[Dataset items]
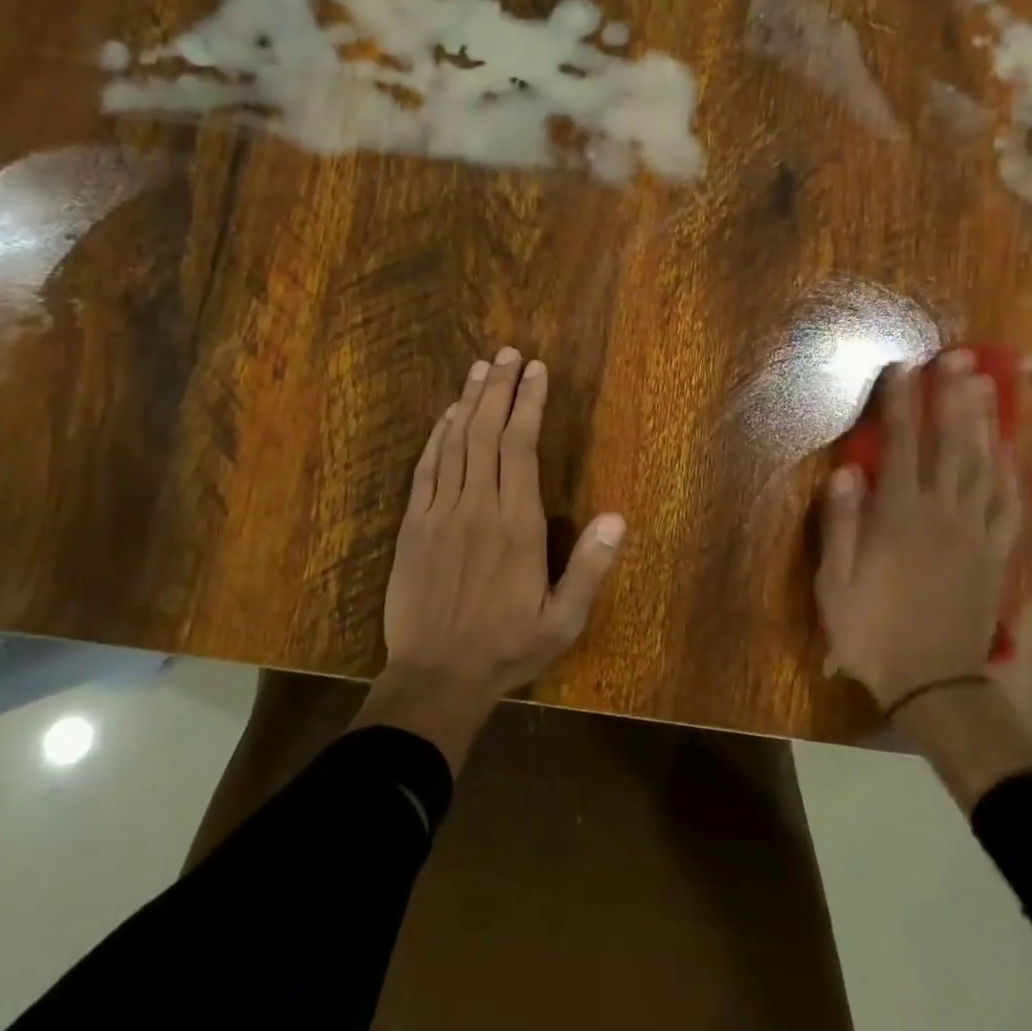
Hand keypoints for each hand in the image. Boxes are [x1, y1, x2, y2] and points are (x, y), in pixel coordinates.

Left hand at [359, 347, 625, 768]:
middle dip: (500, 387)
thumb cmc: (506, 648)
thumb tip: (618, 517)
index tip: (537, 371)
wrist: (435, 678)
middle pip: (486, 431)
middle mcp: (477, 507)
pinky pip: (426, 469)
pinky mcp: (413, 525)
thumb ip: (589, 568)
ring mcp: (440, 513)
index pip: (521, 446)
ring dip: (469, 400)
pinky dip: (437, 436)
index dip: (529, 403)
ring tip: (482, 367)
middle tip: (510, 352)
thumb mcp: (562, 621)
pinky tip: (447, 415)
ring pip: (455, 442)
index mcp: (516, 525)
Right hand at [816, 353, 1022, 710]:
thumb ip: (841, 524)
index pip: (901, 448)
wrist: (934, 684)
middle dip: (953, 398)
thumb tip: (846, 471)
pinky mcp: (999, 555)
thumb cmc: (872, 632)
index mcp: (899, 518)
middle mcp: (943, 515)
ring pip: (987, 467)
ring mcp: (978, 533)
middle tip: (960, 358)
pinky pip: (1014, 505)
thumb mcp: (835, 583)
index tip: (903, 368)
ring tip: (987, 384)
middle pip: (952, 446)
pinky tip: (1015, 448)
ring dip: (986, 422)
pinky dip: (1017, 472)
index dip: (901, 405)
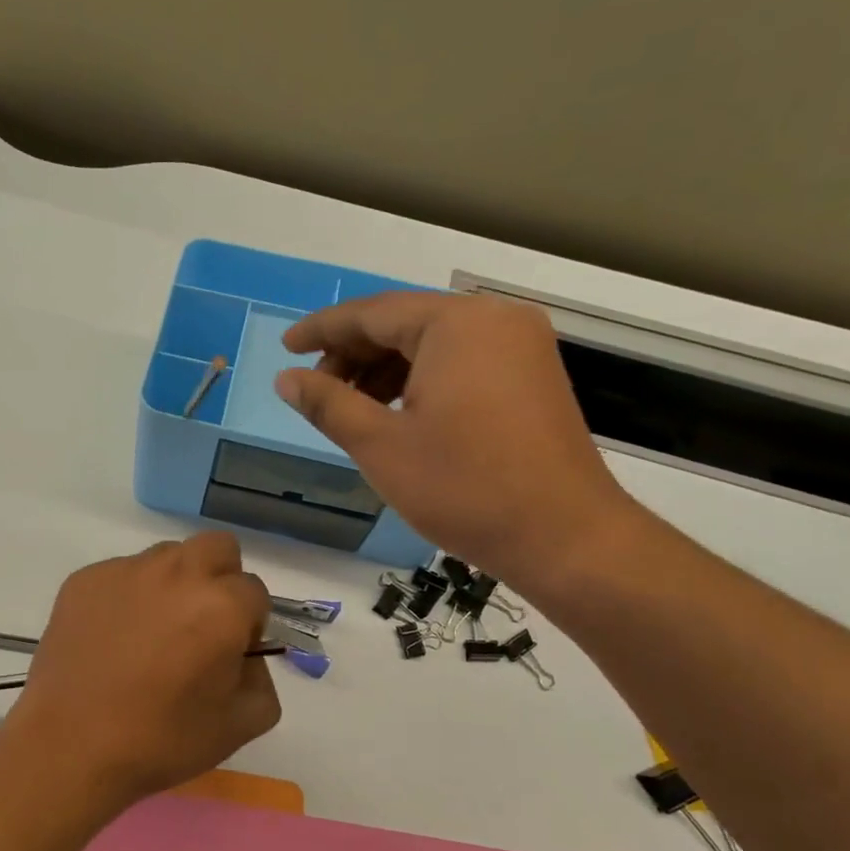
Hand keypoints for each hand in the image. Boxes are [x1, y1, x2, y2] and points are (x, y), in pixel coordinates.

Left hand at [6, 533, 280, 811]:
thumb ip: (262, 678)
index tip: (230, 653)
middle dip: (221, 579)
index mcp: (221, 605)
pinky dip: (127, 596)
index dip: (248, 624)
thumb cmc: (160, 740)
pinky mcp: (84, 579)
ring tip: (151, 633)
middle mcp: (176, 573)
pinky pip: (121, 574)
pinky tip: (112, 639)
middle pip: (217, 548)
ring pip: (167, 557)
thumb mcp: (240, 725)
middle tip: (201, 625)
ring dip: (173, 584)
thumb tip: (244, 653)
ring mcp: (125, 570)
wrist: (69, 746)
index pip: (255, 592)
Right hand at [275, 292, 639, 594]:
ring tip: (350, 408)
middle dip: (353, 354)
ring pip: (432, 344)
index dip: (322, 330)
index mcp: (456, 324)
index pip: (372, 313)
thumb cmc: (464, 487)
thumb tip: (286, 379)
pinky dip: (420, 380)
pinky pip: (460, 361)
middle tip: (316, 391)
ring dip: (384, 370)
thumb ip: (327, 403)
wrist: (564, 537)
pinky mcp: (531, 375)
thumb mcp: (379, 445)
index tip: (286, 347)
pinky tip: (395, 413)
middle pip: (404, 323)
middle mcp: (494, 320)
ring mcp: (520, 347)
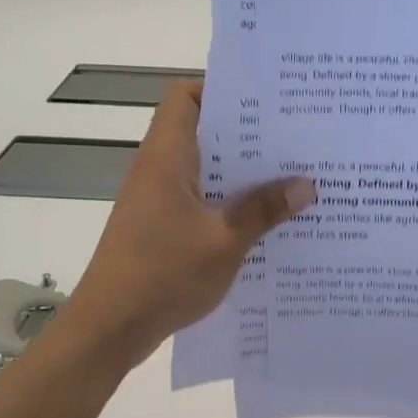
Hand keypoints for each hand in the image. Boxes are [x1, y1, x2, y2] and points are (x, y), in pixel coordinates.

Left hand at [59, 81, 315, 367]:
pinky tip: (264, 220)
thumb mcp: (225, 242)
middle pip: (202, 131)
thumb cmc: (163, 274)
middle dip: (247, 134)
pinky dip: (229, 202)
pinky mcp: (160, 226)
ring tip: (290, 177)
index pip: (185, 96)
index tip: (265, 101)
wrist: (109, 327)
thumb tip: (307, 184)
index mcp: (167, 157)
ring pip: (204, 169)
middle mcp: (159, 169)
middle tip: (294, 138)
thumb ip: (265, 210)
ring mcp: (158, 200)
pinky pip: (201, 199)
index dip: (221, 89)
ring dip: (241, 173)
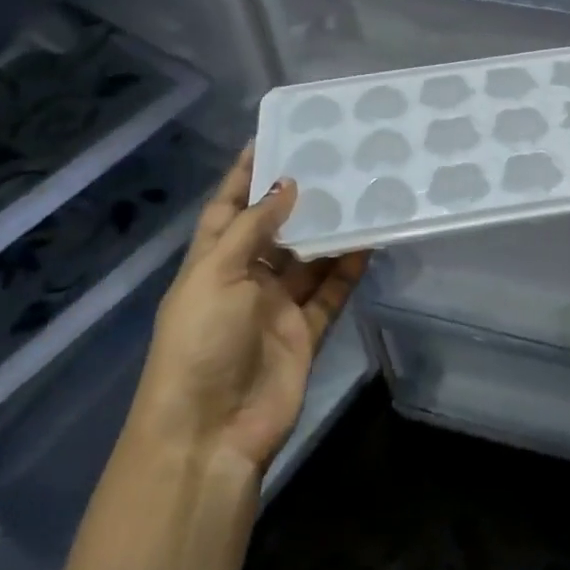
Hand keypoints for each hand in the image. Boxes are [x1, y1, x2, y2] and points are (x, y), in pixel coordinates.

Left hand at [128, 144, 367, 473]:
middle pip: (275, 230)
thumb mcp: (216, 275)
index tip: (273, 137)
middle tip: (334, 161)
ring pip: (309, 259)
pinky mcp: (305, 332)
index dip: (246, 175)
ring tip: (360, 194)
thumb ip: (253, 228)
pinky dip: (348, 269)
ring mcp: (276, 307)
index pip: (228, 208)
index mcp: (211, 264)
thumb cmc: (200, 343)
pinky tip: (369, 242)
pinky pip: (331, 292)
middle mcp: (244, 280)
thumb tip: (288, 185)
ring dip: (330, 232)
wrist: (211, 432)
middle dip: (299, 199)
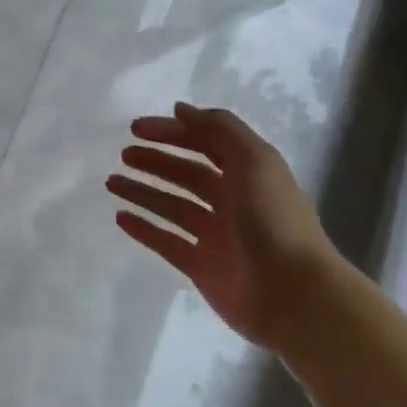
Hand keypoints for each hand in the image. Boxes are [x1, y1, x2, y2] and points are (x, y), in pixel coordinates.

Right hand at [107, 103, 339, 349]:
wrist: (295, 297)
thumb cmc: (273, 221)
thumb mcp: (254, 161)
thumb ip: (219, 129)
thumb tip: (180, 109)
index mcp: (248, 175)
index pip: (205, 144)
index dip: (173, 132)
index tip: (136, 128)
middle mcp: (232, 202)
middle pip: (186, 175)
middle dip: (155, 161)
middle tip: (123, 155)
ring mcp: (216, 236)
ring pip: (171, 206)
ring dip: (142, 192)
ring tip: (111, 182)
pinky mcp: (201, 267)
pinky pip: (165, 242)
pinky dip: (143, 229)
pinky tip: (120, 217)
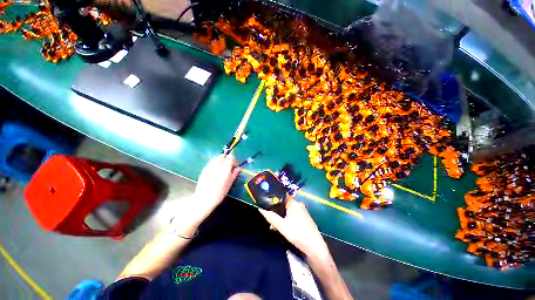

Problem:
Once the images are removed, print the remaining data exactly as it appears above.

Response:
Hand keypoints for each hand in the image. Boxes are [x1, y1, x2, y2] and points are (x, y), in pixel coordinates.

Left hand at [359, 347, 625, 768]:
middle dip: (500, 387)
thumb cmc: (506, 648)
thumb tip: (618, 517)
index tip: (537, 371)
wrist: (435, 678)
middle pip: (486, 431)
middle mcp: (477, 507)
pinky pip: (426, 469)
pinky mcp: (413, 525)
thumb ip: (589, 568)
ring mcp: (440, 513)
index pip: (521, 446)
ring dip: (469, 400)
pinky dip: (437, 436)
index dip: (529, 403)
ring tip: (482, 367)
middle tip: (510, 352)
thumb mcp: (562, 621)
pinky tip: (447, 415)
ring pip: (455, 442)
index mcp: (516, 525)
Right hand at [816, 353, 1022, 710]:
thumb ip: (841, 524)
index pip: (901, 448)
wrist: (934, 684)
middle dip: (953, 398)
thumb tip: (846, 471)
pinky mcp: (999, 555)
thumb cmc: (872, 632)
index mcp: (899, 518)
middle mcp: (943, 515)
ring pip: (987, 467)
ring mcp: (978, 533)
middle tip: (960, 358)
pinky pip: (1014, 505)
thumb mcp: (835, 583)
index tip: (903, 368)
ring tip: (987, 384)
middle pip: (952, 446)
pinky tip: (1015, 448)
ring dip: (986, 422)
pinky dip: (1017, 472)
index dip: (901, 405)
Hand keypoints for each hand in the image. Boxes are [x1, y1, x2, y2] and points are (x, y), in pixel coordinates.

Left hand at [6, 533, 280, 811]:
thumb ip: (262, 678)
index tip: (230, 653)
middle dip: (221, 579)
index mcp: (221, 605)
pinky dip: (127, 596)
index dip: (248, 624)
thumb cmc: (160, 740)
pinky mcp: (84, 579)
ring tip: (151, 633)
middle mcp: (176, 573)
pinky pip: (121, 574)
pinky tip: (112, 639)
middle pip: (217, 548)
ring pip: (167, 557)
thumb mcp: (240, 725)
middle tip: (201, 625)
ring dip: (173, 584)
thumb tip: (244, 653)
ring mcp: (125, 570)
wrist: (69, 746)
index pip: (255, 592)
Right hand at [275, 292, 639, 594]:
ring tip: (350, 408)
middle dip: (353, 354)
ring pip: (432, 344)
index dip: (322, 330)
index mcp: (456, 324)
index pip: (372, 313)
thumb cmc: (464, 487)
thumb tip: (286, 379)
pinky dip: (420, 380)
pinky pip: (460, 361)
middle tip: (316, 391)
ring dip: (384, 370)
thumb ip: (327, 403)
wrist: (564, 537)
pinky mcp: (531, 375)
thumb mcp: (379, 445)
index tip: (286, 347)
pinky tip: (395, 413)
middle pip: (404, 323)
middle mcp: (494, 320)
ring mcp: (520, 347)
Hand keypoints for each hand in the image. Boxes are [x1, y1, x2, y2] and points are (x, y), in pixel coordinates.

Left hand at [59, 81, 315, 367]:
pinky tip: (264, 220)
thumb mcp: (225, 242)
middle pip: (202, 131)
thumb cmc: (163, 274)
middle dip: (247, 134)
pinky dip: (229, 202)
pinky mcp: (160, 226)
ring tip: (290, 177)
index pip: (185, 96)
index tip: (265, 101)
wrist: (109, 327)
thumb tip: (307, 184)
index mcp: (167, 157)
ring pip: (204, 169)
middle mcp: (159, 169)
middle tip: (294, 138)
thumb ip: (265, 210)
ring mcp: (158, 200)
pinky pip: (201, 199)
index dip: (221, 89)
ring dip: (241, 173)
Hand keypoints for each hand in the image. Boxes are [x1, y1, x2, y2] and points are (x, y), in pixel coordinates.

Left hand at [128, 144, 367, 473]:
middle pip: (275, 230)
thumb mcp: (216, 275)
index tip: (273, 137)
middle tip: (334, 161)
ring pip: (309, 259)
pinky mcp: (305, 332)
index dip: (246, 175)
ring tip: (360, 194)
thumb ip: (253, 228)
pinky dip: (348, 269)
ring mcp: (276, 307)
index pip: (228, 208)
index mcp: (211, 264)
thumb cmc: (200, 343)
pinky tip: (369, 242)
pinky pip: (331, 292)
middle mcp: (244, 280)
thumb tip: (288, 185)
ring dip: (330, 232)
wrist: (211, 432)
middle dip: (299, 199)
Hand keypoints for each hand in the image. Boxes are [x1, y1, x2, y2] and points are (x, y), in pixel coordinates.

Right hand at [107, 103, 339, 349]:
wrist: (295, 297)
thumb cmc: (273, 221)
thumb mcp: (254, 161)
thumb ip: (219, 129)
thumb tip: (180, 109)
index mcp: (248, 175)
index pip: (205, 144)
index dip: (173, 132)
index tip: (136, 128)
middle mcp: (232, 202)
middle pip: (186, 175)
middle dip: (155, 161)
middle tip: (123, 155)
ring mcp: (216, 236)
ring pip: (171, 206)
ring dip: (142, 192)
ring tip: (111, 182)
pinky mcp: (201, 267)
pinky pip: (165, 242)
pinky dip: (143, 229)
pinky tip: (120, 217)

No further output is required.